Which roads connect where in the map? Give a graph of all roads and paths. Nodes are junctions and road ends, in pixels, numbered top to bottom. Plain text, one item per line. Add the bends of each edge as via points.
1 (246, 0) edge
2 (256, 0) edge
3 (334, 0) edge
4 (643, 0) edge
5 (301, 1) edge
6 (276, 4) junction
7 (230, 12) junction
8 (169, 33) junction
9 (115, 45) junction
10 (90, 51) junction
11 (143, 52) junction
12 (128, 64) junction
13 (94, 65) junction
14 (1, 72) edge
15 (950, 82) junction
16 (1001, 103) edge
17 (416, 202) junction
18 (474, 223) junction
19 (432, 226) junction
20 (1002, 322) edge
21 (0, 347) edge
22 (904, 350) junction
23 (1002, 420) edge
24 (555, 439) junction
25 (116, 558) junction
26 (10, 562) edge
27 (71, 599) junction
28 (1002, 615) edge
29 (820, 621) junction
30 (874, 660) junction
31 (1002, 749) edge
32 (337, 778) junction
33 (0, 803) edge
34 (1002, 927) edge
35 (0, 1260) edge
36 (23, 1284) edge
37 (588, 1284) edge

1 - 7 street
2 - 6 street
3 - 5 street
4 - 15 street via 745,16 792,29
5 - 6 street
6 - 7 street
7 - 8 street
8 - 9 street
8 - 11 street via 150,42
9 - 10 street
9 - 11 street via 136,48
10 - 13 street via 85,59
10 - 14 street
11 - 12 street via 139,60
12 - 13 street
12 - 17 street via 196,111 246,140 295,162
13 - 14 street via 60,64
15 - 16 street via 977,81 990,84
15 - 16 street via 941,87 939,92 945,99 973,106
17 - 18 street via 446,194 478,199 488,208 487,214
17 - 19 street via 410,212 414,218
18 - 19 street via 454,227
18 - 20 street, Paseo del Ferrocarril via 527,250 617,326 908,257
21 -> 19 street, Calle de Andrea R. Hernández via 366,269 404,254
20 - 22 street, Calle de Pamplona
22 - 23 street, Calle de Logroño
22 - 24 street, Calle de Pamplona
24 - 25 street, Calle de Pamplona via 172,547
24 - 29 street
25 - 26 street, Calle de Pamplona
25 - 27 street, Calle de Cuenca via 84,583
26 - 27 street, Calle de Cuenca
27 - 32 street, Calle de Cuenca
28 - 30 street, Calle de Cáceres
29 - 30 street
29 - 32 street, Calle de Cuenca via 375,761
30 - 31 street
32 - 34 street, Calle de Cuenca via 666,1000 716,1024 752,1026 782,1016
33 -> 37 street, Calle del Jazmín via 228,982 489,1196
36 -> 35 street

- - - -

→ **What to produce**: How many lines in the entries include the string "Cuenca"? Answer with the number alone.

→ **Exercise solution**: 5